In the entries below, find every line with the string "Agatha" and copy it.

[Stored data]
####

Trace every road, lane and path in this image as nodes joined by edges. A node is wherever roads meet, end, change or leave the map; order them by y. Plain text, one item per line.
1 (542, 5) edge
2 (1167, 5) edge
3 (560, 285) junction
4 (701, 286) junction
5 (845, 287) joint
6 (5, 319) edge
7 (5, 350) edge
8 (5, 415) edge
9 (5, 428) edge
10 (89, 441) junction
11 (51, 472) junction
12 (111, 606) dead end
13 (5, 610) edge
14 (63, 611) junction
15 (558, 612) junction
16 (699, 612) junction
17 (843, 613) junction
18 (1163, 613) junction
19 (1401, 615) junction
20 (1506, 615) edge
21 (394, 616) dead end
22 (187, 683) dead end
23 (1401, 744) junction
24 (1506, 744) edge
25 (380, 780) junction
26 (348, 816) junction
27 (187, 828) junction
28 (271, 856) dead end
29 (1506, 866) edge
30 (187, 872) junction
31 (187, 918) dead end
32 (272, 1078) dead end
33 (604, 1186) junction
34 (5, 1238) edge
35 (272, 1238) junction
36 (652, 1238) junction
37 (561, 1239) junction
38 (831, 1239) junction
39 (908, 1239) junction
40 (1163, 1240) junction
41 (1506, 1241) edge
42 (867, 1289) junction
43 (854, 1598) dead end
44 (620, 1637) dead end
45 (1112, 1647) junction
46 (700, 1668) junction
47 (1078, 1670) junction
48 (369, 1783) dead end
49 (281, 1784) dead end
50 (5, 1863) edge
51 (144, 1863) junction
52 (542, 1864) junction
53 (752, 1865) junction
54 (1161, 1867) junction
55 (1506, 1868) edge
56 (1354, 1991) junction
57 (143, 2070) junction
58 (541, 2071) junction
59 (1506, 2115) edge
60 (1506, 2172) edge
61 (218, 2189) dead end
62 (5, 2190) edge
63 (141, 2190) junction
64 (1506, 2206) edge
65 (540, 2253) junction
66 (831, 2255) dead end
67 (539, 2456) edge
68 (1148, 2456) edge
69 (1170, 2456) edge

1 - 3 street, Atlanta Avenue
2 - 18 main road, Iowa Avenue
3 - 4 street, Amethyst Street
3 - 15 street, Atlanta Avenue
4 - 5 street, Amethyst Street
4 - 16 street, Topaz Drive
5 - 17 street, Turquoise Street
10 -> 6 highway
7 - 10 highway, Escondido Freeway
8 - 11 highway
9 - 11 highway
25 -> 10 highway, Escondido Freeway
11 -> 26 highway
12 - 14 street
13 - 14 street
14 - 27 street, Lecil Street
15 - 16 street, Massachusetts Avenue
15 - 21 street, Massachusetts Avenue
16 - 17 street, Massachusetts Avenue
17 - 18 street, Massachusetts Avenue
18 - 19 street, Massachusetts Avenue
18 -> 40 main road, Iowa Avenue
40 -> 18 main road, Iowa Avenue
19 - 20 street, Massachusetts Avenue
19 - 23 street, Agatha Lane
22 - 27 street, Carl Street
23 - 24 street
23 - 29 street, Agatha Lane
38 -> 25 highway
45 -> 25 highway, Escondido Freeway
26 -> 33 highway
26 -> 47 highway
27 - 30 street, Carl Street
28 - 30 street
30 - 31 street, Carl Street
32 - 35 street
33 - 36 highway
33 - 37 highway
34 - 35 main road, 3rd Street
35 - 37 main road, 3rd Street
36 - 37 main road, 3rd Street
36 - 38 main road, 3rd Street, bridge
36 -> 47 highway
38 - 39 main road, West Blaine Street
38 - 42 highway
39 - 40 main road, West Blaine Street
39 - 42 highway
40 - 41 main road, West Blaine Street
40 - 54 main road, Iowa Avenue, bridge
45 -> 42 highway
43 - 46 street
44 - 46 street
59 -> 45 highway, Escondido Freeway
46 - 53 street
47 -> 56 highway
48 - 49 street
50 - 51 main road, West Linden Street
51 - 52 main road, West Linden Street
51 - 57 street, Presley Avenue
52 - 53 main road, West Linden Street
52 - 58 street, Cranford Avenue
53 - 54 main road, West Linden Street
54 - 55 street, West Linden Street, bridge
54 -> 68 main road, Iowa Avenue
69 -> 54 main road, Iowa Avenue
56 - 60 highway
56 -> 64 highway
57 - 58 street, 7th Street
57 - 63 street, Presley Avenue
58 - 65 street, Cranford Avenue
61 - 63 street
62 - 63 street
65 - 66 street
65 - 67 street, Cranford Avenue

####

# [FINISHED TASK]
19 - 23 street, Agatha Lane
23 - 29 street, Agatha Lane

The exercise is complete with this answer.